## Instructions to follow
Which lines below include "Chapel"? Copy them all.

<<<<

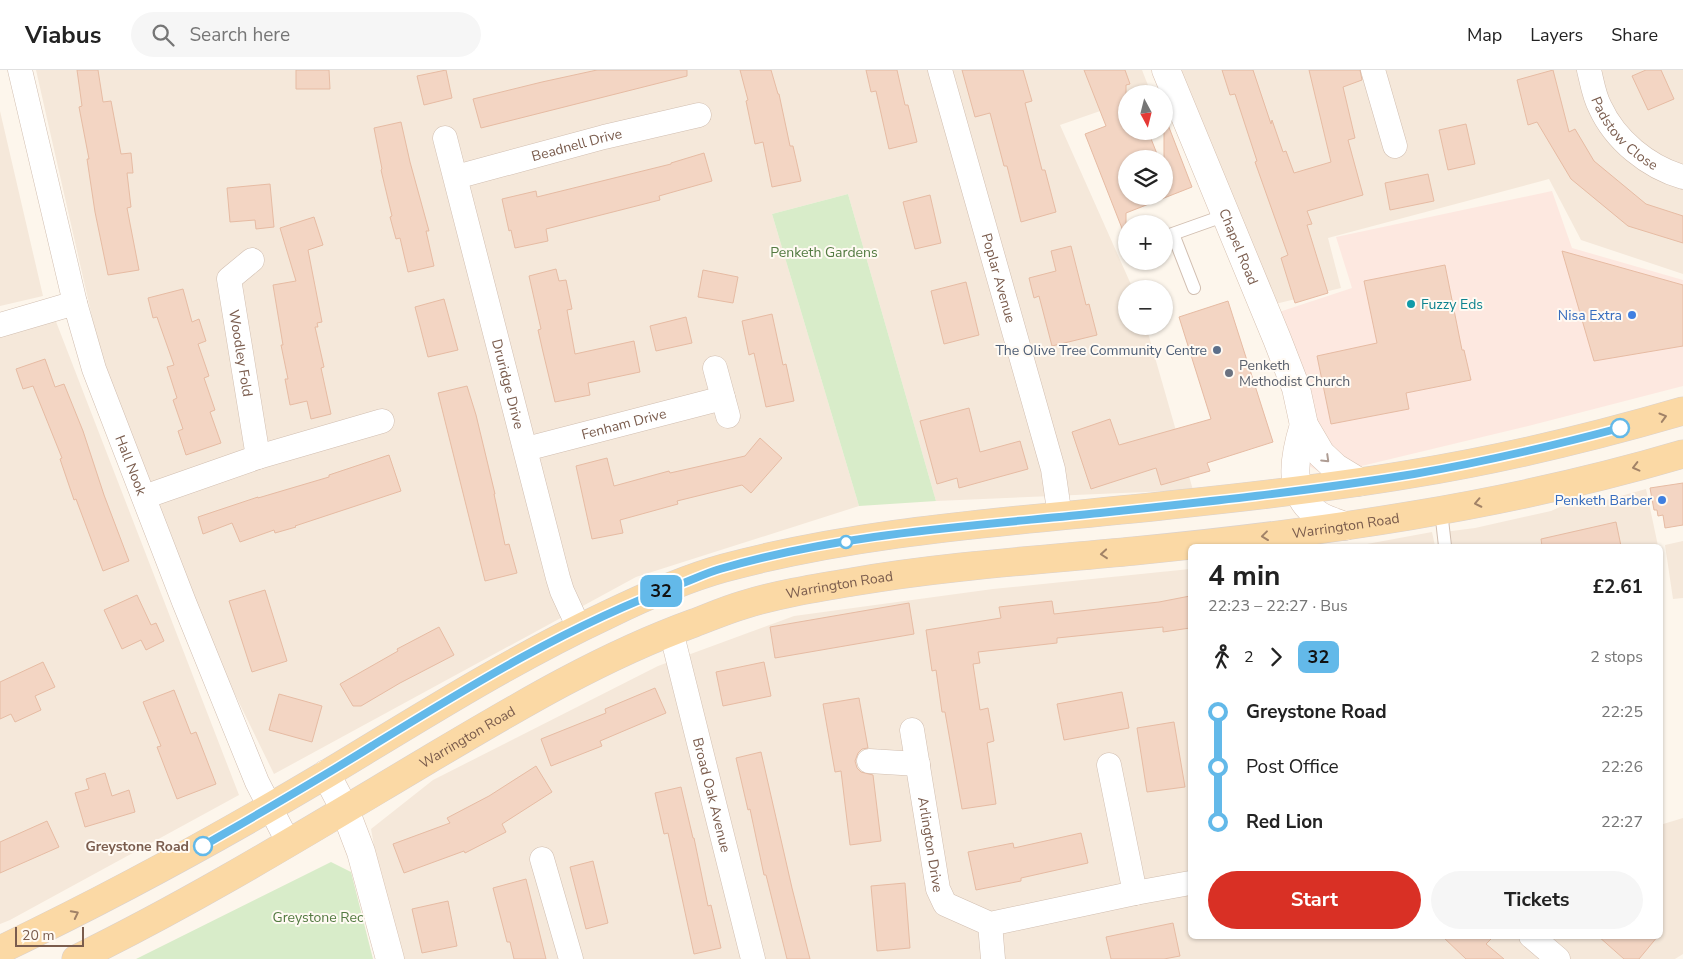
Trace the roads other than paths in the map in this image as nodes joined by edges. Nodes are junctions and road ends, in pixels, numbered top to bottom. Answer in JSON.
{"nodes":[{"id":1,"x":20,"y":70,"type":"edge"},
{"id":2,"x":940,"y":70,"type":"edge"},
{"id":3,"x":1166,"y":70,"type":"edge"},
{"id":4,"x":1373,"y":70,"type":"edge"},
{"id":5,"x":1589,"y":70,"type":"edge"},
{"id":6,"x":699,"y":115,"type":"dead end"},
{"id":7,"x":446,"y":138,"type":"dead end"},
{"id":8,"x":1394,"y":147,"type":"dead end"},
{"id":9,"x":456,"y":177,"type":"junction"},
{"id":10,"x":1683,"y":177,"type":"edge"},
{"id":11,"x":1226,"y":215,"type":"junction"},
{"id":12,"x":1173,"y":233,"type":"edge"},
{"id":13,"x":1173,"y":245,"type":"edge"},
{"id":14,"x":252,"y":260,"type":"dead end"},
{"id":15,"x":1194,"y":288,"type":"dead end"},
{"id":16,"x":75,"y":303,"type":"junction"},
{"id":17,"x":0,"y":325,"type":"edge"},
{"id":18,"x":715,"y":368,"type":"dead end"},
{"id":19,"x":1683,"y":411,"type":"edge"},
{"id":20,"x":382,"y":421,"type":"dead end"},
{"id":21,"x":1304,"y":425,"type":"junction"},
{"id":22,"x":526,"y":449,"type":"junction"},
{"id":23,"x":1683,"y":454,"type":"edge"},
{"id":24,"x":258,"y":457,"type":"junction"},
{"id":25,"x":1359,"y":482,"type":"junction"},
{"id":26,"x":1297,"y":490,"type":"junction"},
{"id":27,"x":144,"y":496,"type":"junction"},
{"id":28,"x":1441,"y":511,"type":"junction"},
{"id":29,"x":1060,"y":517,"type":"junction"},
{"id":30,"x":1345,"y":526,"type":"junction"},
{"id":31,"x":1195,"y":544,"type":"edge"},
{"id":32,"x":1445,"y":544,"type":"edge"},
{"id":33,"x":1188,"y":545,"type":"edge"},
{"id":34,"x":579,"y":628,"type":"junction"},
{"id":35,"x":671,"y":631,"type":"junction"},
{"id":36,"x":912,"y":730,"type":"dead end"},
{"id":37,"x":869,"y":761,"type":"dead end"},
{"id":38,"x":918,"y":764,"type":"junction"},
{"id":39,"x":1109,"y":765,"type":"dead end"},
{"id":40,"x":326,"y":774,"type":"junction"},
{"id":41,"x":270,"y":808,"type":"junction"},
{"id":42,"x":345,"y":810,"type":"junction"},
{"id":43,"x":289,"y":844,"type":"junction"},
{"id":44,"x":542,"y":859,"type":"dead end"},
{"id":45,"x":1188,"y":883,"type":"edge"},
{"id":46,"x":1135,"y":893,"type":"junction"},
{"id":47,"x":990,"y":924,"type":"junction"},
{"id":48,"x":1535,"y":939,"type":"edge"},
{"id":49,"x":0,"y":950,"type":"edge"},
{"id":50,"x":76,"y":959,"type":"edge"},
{"id":51,"x":390,"y":959,"type":"edge"},
{"id":52,"x":571,"y":959,"type":"edge"},
{"id":53,"x":753,"y":959,"type":"edge"},
{"id":54,"x":993,"y":959,"type":"edge"},
{"id":55,"x":1558,"y":959,"type":"edge"}],
"edges":[{"from":1,"to":16,"type":"street","name":"Hall Nook"},
{"from":2,"to":29,"type":"street","name":"Poplar Avenue"},
{"from":3,"to":11,"type":"street","name":"Chapel Road"},
{"from":4,"to":8,"type":"street"},
{"from":5,"to":10,"type":"street","name":"Padstow Close"},
{"from":6,"to":9,"type":"street","name":"Beadnell Drive"},
{"from":7,"to":9,"type":"street","name":"Druridge Drive"},
{"from":9,"to":22,"type":"street","name":"Druridge Drive"},
{"from":11,"to":12,"type":"lane"},
{"from":11,"to":21,"type":"street","name":"Chapel Road"},
{"from":13,"to":15,"type":"lane"},
{"from":14,"to":24,"type":"street","name":"Woodley Fold"},
{"from":16,"to":17,"type":"street"},
{"from":16,"to":27,"type":"street","name":"Hall Nook"},
{"from":18,"to":22,"type":"street","name":"Fenham Drive"},
{"from":25,"to":19,"type":"main road","one_way":true},
{"from":20,"to":24,"type":"street"},
{"from":21,"to":25,"type":"street","name":"Chapel Road","one_way":true},
{"from":21,"to":26,"type":"street","name":"Chapel Road"},
{"from":22,"to":34,"type":"street","name":"Druridge Drive"},
{"from":23,"to":28,"type":"main road","name":"Warrington Road","one_way":true},
{"from":24,"to":27,"type":"street"},
{"from":25,"to":26,"type":"main road"},
{"from":26,"to":29,"type":"main road"},
{"from":26,"to":30,"type":"street"},
{"from":27,"to":41,"type":"street","name":"Hall Nook"},
{"from":28,"to":30,"type":"main road","name":"Warrington Road"},
{"from":28,"to":32,"type":"lane"},
{"from":29,"to":34,"type":"main road"},
{"from":30,"to":31,"type":"main road","name":"Warrington Road","one_way":true},
{"from":33,"to":35,"type":"main road","name":"Warrington Road","one_way":true},
{"from":34,"to":40,"type":"main road"},
{"from":35,"to":42,"type":"main road","name":"Warrington Road"},
{"from":35,"to":53,"type":"street","name":"Broad Oak Avenue"},
{"from":36,"to":38,"type":"street","name":"Arlington Drive"},
{"from":37,"to":38,"type":"street"},
{"from":38,"to":47,"type":"street","name":"Arlington Drive"},
{"from":39,"to":46,"type":"street"},
{"from":40,"to":41,"type":"main road"},
{"from":40,"to":42,"type":"street"},
{"from":41,"to":43,"type":"street","name":"Hall Nook"},
{"from":49,"to":41,"type":"main road","one_way":true},
{"from":42,"to":43,"type":"main road","name":"Warrington Road"},
{"from":42,"to":51,"type":"street"},
{"from":43,"to":50,"type":"main road","name":"Warrington Road"},
{"from":44,"to":52,"type":"street"},
{"from":45,"to":46,"type":"street"},
{"from":46,"to":47,"type":"street"},
{"from":47,"to":54,"type":"street"},
{"from":48,"to":55,"type":"street"}]}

>>>>

## Result of the exercise
{"from":3,"to":11,"type":"street","name":"Chapel Road"},
{"from":11,"to":21,"type":"street","name":"Chapel Road"},
{"from":21,"to":25,"type":"street","name":"Chapel Road","one_way":true},
{"from":21,"to":26,"type":"street","name":"Chapel Road"},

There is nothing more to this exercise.